Graduation Requirements

Teacher Qualifications

All classroom teachers must be properly licensed and certified in their subject area. Licensure requirements are set by the Iowa Board of Educational Examiners.

Area Education Agencies (AEAs)

AEA map

Iowa has nine intermediate agencies, called area education agencies or AEAs. AEAs are regional service agencies that provide school improvement services for students, families, teachers, administrators and their communities with Department oversight as prescribed by Iowa Code 273.10. Each AEA has a locally elected board of directors of between five and nine members, responsible for ensuring the AEA operates in the best interests of the students in accordance with state law.

AEA programs and services fall under nine state standards on which AEAs are accredited.

  1. School-Community Planning
  2. Professional Development
  3. Curriculum, Instruction and Assessment
  4. Diverse Learning Needs
  5. Multicultural, Gender-Fair
  6. Media
  7. School Technology
  8. Leadership
  9. Management

Visit the Iowa AEA website for more information.

AEA Websites

Central Rivers AEA
Grant Wood AEA
Great Prairie AEA
Green Hills AEA
Heartland AEA
Keystone AEA
Mississippi Bend AEA
Northwest AEA
Prairie Lakes AEA

Community Colleges

Iowa Community College Map

Iowa has a statewide system of 15 community colleges. These public, postsecondary, two-year institutions are organized as comprehensive community colleges. Each college serves a multi-county merged area that may vary in size from four to twelve counties; all of Iowa's 99 counties are included in one of these merged areas.

Community colleges are governed by locally elected boards of directors that consist of from five to nine members who are elected for terms of three years. Each community college offers a comprehensive educational program. All Iowans of postsecondary school age are eligible to attend any of the community colleges. Community colleges also offer special programs for students who attend local secondary schools.

A Wide-range of Services

Community colleges have an "open-door" admission policy that guarantees Iowans an opportunity for educational assistance and career development regardless of previous educational attainment. To implement this policy, community colleges offer: assistance in developing skills necessary for success in preparatory career and college parallel programs; supplementary services to disabled and disadvantaged students; and a variety of other support services designed to help students succeed.

Each community college offers a comprehensive educational program in three major areas of instruction:

  • Adult education, including adult basic education programs for adults who have less than an eighth grade education; high school completion programs leading to adult high school diplomas and high school equivalency diploma; supplementary career programs of vocational and technical education; and continuing education programs.
  • Preparatory career programs of vocational and technical education, to provide preparation for immediate employment in a wide variety of careers. Those training programs ordinarily require full-time instruction of four weeks to two years.
  • College parallel coursework, which provides arts and sciences courses that may be transferred to other colleges and universities as the equivalent of the first two years of a four-year baccalaureate program.
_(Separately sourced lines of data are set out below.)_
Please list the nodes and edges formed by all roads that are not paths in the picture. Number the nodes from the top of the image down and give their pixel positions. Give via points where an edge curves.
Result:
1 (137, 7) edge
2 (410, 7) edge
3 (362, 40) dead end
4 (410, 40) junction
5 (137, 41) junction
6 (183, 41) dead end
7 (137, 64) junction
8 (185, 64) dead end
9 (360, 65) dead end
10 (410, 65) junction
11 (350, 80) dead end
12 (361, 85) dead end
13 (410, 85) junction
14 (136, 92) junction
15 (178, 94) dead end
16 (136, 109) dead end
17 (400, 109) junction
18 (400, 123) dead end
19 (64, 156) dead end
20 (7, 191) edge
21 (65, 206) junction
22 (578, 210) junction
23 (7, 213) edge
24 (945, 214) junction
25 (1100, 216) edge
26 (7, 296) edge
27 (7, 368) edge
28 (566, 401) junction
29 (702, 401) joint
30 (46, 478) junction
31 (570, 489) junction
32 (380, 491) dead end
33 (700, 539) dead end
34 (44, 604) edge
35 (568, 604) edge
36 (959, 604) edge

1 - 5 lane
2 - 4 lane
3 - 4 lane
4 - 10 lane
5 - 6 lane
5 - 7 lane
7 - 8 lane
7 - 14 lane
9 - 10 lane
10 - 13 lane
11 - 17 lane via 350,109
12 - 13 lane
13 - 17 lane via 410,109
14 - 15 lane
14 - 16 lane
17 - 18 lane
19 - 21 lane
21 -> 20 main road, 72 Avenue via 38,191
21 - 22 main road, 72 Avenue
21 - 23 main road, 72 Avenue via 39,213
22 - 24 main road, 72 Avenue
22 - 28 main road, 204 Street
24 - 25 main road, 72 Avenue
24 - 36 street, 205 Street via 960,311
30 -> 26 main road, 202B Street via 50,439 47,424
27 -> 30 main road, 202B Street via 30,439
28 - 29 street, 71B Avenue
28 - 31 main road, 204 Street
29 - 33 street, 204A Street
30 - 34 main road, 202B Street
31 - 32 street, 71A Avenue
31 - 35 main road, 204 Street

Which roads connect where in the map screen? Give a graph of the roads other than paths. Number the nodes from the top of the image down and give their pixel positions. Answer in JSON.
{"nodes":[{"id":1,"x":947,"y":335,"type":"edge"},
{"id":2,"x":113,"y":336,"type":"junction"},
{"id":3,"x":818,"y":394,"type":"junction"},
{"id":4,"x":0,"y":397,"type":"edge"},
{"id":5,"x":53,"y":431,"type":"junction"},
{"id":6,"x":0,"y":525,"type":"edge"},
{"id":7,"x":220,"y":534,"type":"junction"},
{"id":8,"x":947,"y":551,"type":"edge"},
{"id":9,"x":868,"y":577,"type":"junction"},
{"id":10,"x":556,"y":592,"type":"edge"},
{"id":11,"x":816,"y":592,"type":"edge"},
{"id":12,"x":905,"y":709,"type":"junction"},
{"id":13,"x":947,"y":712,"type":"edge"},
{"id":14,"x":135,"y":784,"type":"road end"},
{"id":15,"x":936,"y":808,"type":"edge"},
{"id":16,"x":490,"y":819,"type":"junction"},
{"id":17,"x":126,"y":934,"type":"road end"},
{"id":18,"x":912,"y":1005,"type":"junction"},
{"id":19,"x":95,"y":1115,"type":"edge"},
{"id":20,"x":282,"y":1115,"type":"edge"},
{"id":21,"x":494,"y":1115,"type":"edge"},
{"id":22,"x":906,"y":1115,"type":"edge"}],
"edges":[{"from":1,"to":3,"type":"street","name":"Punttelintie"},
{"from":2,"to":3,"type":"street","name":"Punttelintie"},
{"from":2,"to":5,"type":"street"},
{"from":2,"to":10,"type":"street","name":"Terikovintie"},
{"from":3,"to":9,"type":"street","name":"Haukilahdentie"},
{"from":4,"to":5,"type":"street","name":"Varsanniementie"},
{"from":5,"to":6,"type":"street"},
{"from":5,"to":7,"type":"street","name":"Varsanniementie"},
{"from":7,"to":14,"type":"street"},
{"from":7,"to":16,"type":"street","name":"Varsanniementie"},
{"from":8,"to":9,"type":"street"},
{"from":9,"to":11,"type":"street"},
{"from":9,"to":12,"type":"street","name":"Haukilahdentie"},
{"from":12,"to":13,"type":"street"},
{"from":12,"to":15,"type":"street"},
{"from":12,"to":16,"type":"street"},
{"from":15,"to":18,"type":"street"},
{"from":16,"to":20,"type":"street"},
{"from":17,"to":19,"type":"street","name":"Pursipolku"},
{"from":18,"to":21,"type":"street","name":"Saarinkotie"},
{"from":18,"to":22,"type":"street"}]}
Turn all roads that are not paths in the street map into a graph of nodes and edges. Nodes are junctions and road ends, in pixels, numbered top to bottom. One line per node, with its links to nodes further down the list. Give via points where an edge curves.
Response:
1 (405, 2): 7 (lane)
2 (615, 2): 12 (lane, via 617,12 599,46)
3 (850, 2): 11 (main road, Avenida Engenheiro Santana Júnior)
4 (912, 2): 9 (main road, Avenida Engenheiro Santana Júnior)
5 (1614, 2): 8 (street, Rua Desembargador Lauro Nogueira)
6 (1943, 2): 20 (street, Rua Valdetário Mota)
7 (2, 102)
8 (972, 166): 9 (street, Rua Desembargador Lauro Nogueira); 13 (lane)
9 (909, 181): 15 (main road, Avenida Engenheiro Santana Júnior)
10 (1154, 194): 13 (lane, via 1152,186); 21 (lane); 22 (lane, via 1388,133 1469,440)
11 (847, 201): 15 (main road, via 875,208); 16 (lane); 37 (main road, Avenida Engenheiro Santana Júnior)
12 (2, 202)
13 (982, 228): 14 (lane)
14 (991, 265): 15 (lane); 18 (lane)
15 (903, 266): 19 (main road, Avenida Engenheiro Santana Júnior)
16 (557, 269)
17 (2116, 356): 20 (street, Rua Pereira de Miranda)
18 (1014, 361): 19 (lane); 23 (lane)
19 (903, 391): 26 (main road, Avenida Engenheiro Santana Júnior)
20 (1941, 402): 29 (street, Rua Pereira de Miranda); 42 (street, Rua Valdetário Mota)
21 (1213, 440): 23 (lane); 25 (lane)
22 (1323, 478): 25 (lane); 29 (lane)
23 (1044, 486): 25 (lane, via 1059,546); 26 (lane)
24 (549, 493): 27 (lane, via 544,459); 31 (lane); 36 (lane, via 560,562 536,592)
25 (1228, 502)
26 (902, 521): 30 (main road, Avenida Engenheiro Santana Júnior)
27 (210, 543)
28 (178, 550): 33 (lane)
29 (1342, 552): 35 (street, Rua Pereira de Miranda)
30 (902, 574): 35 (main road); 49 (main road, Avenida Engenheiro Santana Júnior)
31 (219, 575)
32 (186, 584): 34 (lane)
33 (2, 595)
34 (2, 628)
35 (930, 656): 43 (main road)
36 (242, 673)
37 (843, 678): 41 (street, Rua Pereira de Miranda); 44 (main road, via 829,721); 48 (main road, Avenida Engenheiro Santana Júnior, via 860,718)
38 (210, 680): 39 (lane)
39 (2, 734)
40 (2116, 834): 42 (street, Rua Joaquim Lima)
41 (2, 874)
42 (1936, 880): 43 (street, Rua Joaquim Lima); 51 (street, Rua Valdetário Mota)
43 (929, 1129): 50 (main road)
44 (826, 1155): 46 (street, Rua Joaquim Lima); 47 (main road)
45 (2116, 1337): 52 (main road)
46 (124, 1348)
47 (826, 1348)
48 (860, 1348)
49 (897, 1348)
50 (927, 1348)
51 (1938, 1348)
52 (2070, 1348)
Community colleges also offer unique educational programs and opportunities such as programs for incarcerated individuals in correctional facilities; evaluation and assessment centers; developmental education programs and services for underprepared students; special programs for the disabled, including sheltered workshops; customized training programs for business and industry; incubation centers to assist the development of small businesses; and the administration of service delivery areas for the Federal Job Training Partnership Act (JTPA).

The Iowa Community College Council, established in law, assists the State Board of Education with substantial issues directly related to the community college system. The Council also prepares a five-year statewide strategic plan at least once every five years for Iowa's community colleges in consultation with a working group of stakeholders.